Problem to solve: For the data that follows, print the line with "middle mcp: (646, 198)", the line with "middle pip: (777, 834)", and all lines between them, exactly as they stand. Omit pictures and add nothing.

Provided data:
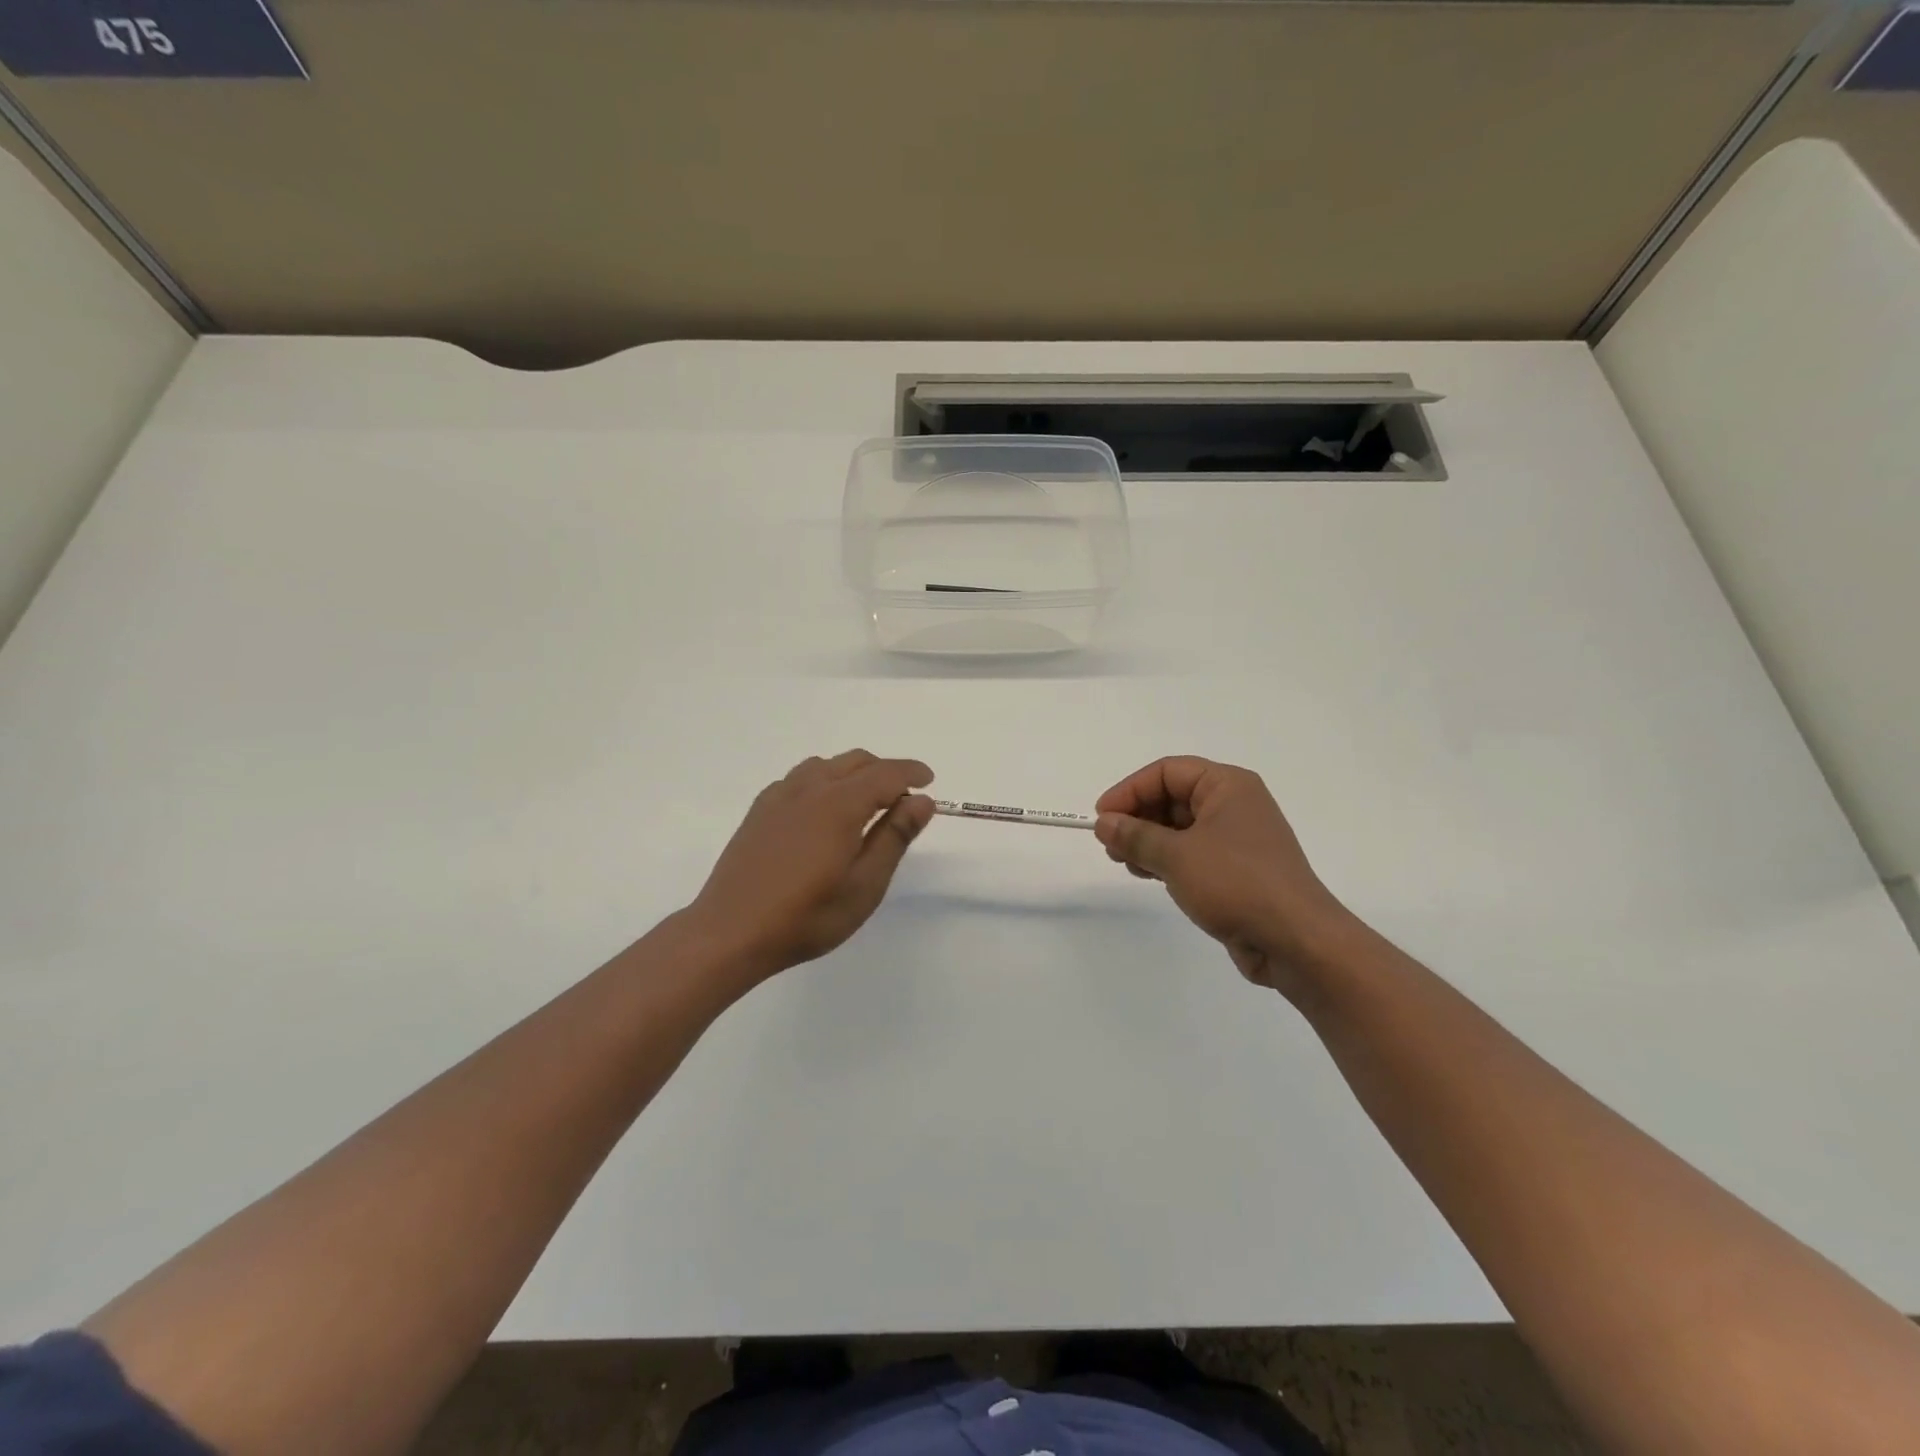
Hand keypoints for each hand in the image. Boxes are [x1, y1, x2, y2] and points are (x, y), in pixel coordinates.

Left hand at [685, 750, 934, 983]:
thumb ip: (894, 837)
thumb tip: (922, 801)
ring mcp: (780, 796)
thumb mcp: (864, 885)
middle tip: (903, 800)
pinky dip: (824, 780)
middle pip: (856, 761)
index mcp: (839, 804)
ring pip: (826, 765)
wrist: (731, 932)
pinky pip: (800, 777)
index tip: (930, 781)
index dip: (912, 773)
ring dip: (854, 773)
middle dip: (886, 771)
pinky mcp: (760, 810)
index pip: (886, 774)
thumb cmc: (806, 916)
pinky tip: (823, 810)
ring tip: (865, 803)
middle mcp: (810, 788)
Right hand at [1095, 756, 1357, 997]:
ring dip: (1148, 841)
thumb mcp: (1177, 856)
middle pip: (1173, 797)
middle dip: (1137, 817)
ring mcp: (1237, 839)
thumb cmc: (1236, 884)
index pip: (1167, 772)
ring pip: (1180, 827)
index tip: (1101, 818)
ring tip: (1124, 862)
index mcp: (1227, 786)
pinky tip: (1147, 874)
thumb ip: (1135, 836)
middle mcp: (1235, 804)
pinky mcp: (1237, 870)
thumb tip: (1104, 823)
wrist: (1296, 941)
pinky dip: (1166, 859)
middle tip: (1109, 844)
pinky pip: (1192, 853)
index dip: (1130, 790)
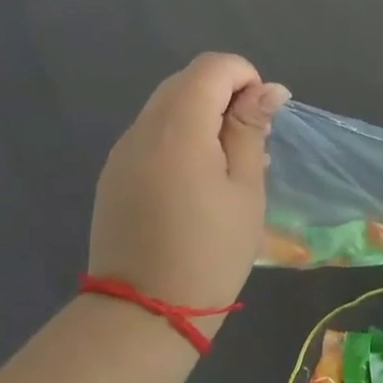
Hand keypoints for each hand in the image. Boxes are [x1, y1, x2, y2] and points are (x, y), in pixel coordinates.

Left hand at [88, 53, 290, 316]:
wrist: (142, 315)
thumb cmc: (209, 251)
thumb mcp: (245, 188)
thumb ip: (251, 129)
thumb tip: (269, 89)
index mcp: (177, 128)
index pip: (212, 67)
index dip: (245, 77)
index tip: (262, 118)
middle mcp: (142, 129)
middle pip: (186, 81)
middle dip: (225, 95)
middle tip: (250, 142)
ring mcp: (122, 152)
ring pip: (167, 106)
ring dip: (202, 116)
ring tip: (226, 165)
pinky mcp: (113, 175)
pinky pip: (152, 134)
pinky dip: (180, 137)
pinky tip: (196, 181)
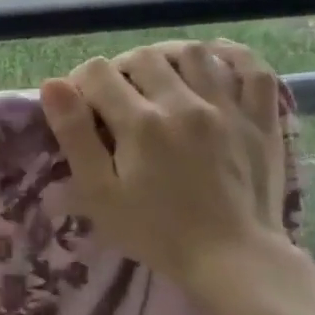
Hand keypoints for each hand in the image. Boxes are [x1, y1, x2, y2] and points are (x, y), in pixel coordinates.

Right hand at [40, 41, 288, 288]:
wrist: (233, 261)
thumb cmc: (156, 232)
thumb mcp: (99, 193)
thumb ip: (74, 136)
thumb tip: (53, 85)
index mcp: (141, 123)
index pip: (98, 72)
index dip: (80, 83)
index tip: (80, 107)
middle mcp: (184, 103)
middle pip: (142, 57)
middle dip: (120, 69)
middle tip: (116, 99)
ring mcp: (228, 107)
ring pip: (193, 53)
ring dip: (166, 57)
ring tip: (157, 77)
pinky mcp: (261, 119)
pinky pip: (254, 69)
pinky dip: (232, 56)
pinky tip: (214, 61)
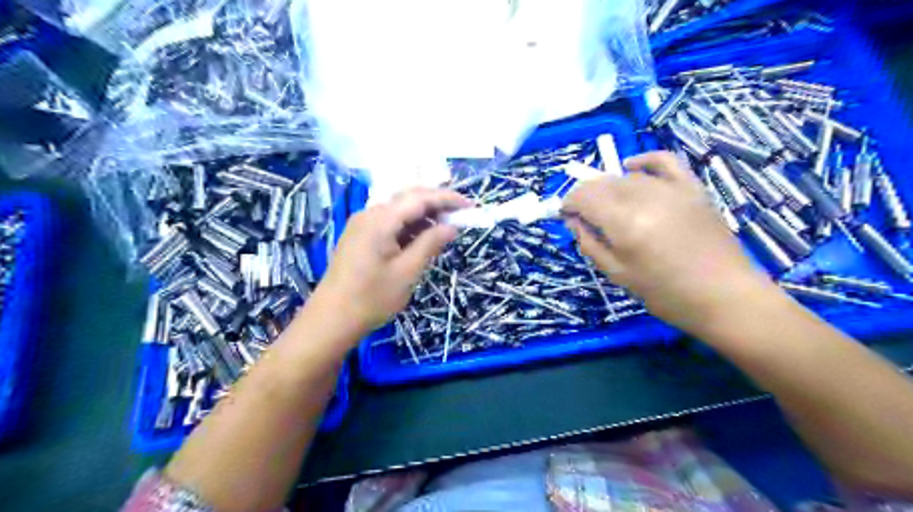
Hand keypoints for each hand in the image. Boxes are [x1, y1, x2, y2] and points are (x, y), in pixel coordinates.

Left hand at [312, 186, 470, 334]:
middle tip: (460, 216)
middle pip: (409, 198)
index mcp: (381, 219)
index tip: (470, 206)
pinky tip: (422, 237)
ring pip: (399, 209)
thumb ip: (430, 244)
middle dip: (437, 203)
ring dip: (424, 215)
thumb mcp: (407, 272)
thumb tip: (452, 226)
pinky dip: (409, 225)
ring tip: (446, 228)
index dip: (448, 199)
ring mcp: (362, 224)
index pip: (420, 198)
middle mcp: (370, 214)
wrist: (331, 319)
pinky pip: (390, 222)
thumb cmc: (372, 298)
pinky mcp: (360, 235)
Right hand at [565, 151, 775, 330]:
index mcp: (625, 223)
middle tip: (583, 214)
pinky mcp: (692, 188)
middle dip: (586, 195)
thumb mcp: (618, 274)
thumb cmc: (666, 294)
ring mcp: (673, 189)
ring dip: (609, 187)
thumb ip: (590, 243)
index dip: (569, 202)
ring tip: (608, 206)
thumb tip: (573, 221)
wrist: (724, 296)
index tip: (565, 214)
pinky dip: (644, 160)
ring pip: (627, 176)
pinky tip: (631, 167)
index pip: (585, 197)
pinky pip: (664, 161)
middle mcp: (646, 198)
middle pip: (603, 183)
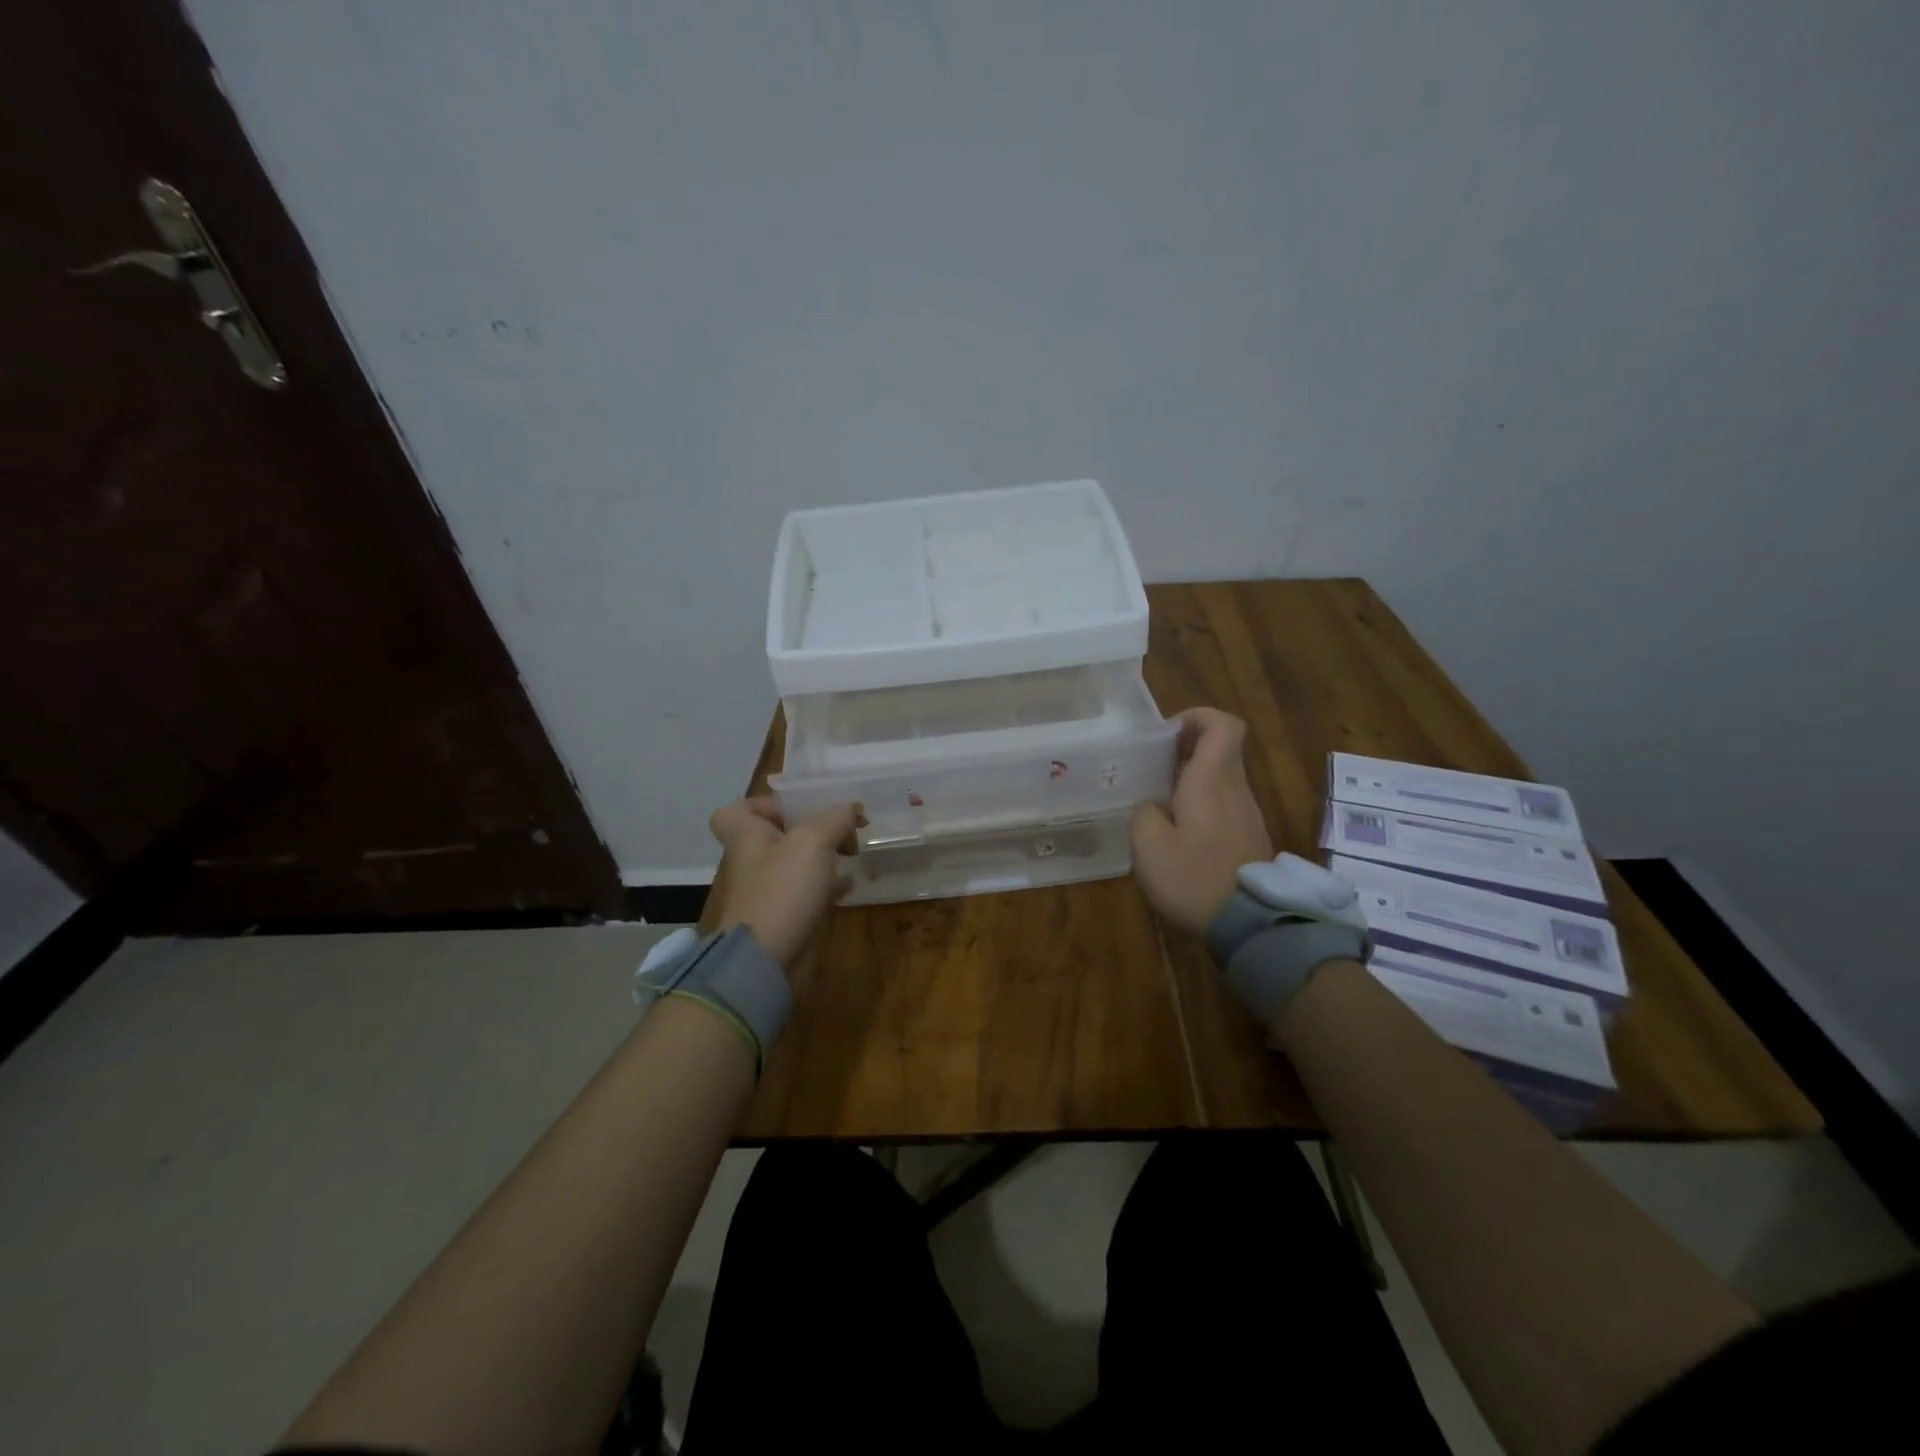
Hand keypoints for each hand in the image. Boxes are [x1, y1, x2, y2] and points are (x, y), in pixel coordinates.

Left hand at [708, 797, 860, 966]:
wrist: (768, 960)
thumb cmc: (782, 890)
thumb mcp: (812, 841)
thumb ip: (834, 819)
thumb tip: (853, 809)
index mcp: (747, 836)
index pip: (738, 810)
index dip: (764, 803)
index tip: (799, 805)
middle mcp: (756, 860)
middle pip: (777, 834)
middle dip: (811, 826)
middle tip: (843, 825)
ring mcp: (771, 890)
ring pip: (797, 862)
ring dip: (825, 854)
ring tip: (854, 849)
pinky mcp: (789, 915)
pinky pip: (811, 891)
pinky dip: (831, 884)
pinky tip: (853, 881)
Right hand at [1131, 708, 1273, 935]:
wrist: (1251, 926)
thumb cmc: (1194, 878)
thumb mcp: (1148, 846)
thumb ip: (1144, 813)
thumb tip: (1153, 805)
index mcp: (1212, 781)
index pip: (1223, 725)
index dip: (1197, 717)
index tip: (1167, 734)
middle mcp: (1236, 790)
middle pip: (1221, 749)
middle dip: (1186, 749)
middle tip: (1151, 768)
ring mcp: (1247, 815)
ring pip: (1222, 778)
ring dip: (1192, 778)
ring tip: (1159, 801)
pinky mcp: (1249, 838)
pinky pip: (1225, 804)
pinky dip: (1202, 803)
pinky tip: (1178, 832)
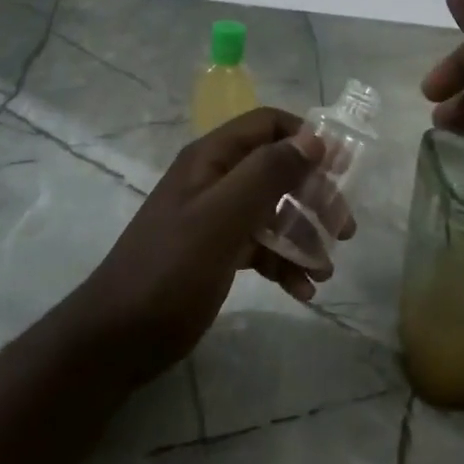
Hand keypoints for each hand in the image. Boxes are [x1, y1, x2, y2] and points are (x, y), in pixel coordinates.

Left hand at [69, 107, 356, 384]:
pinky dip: (283, 263)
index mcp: (211, 159)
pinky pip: (260, 246)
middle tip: (344, 229)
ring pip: (273, 212)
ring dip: (303, 236)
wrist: (118, 337)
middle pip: (277, 171)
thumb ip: (267, 173)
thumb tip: (313, 137)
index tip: (343, 169)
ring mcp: (215, 218)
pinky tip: (302, 291)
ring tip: (325, 271)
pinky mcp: (217, 253)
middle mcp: (215, 180)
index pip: (267, 125)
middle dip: (313, 196)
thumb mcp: (222, 218)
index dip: (307, 139)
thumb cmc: (171, 270)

Answer to this task:
middle mcp: (646, 198)
middle pip: (603, 183)
Hand keypoints for each hand in the image. Boxes are [x1, y1, x2, y2] and points are (x, y), in pixel coordinates.

Left hand at [708, 797, 860, 966]:
wrist: (768, 960)
thumb cmc: (782, 890)
thumb mcp: (812, 841)
thumb ip: (834, 819)
thumb tip: (853, 809)
index mcp: (747, 836)
index pip: (738, 810)
index dip: (764, 803)
index tip: (799, 805)
middle mcp: (756, 860)
middle pip: (777, 834)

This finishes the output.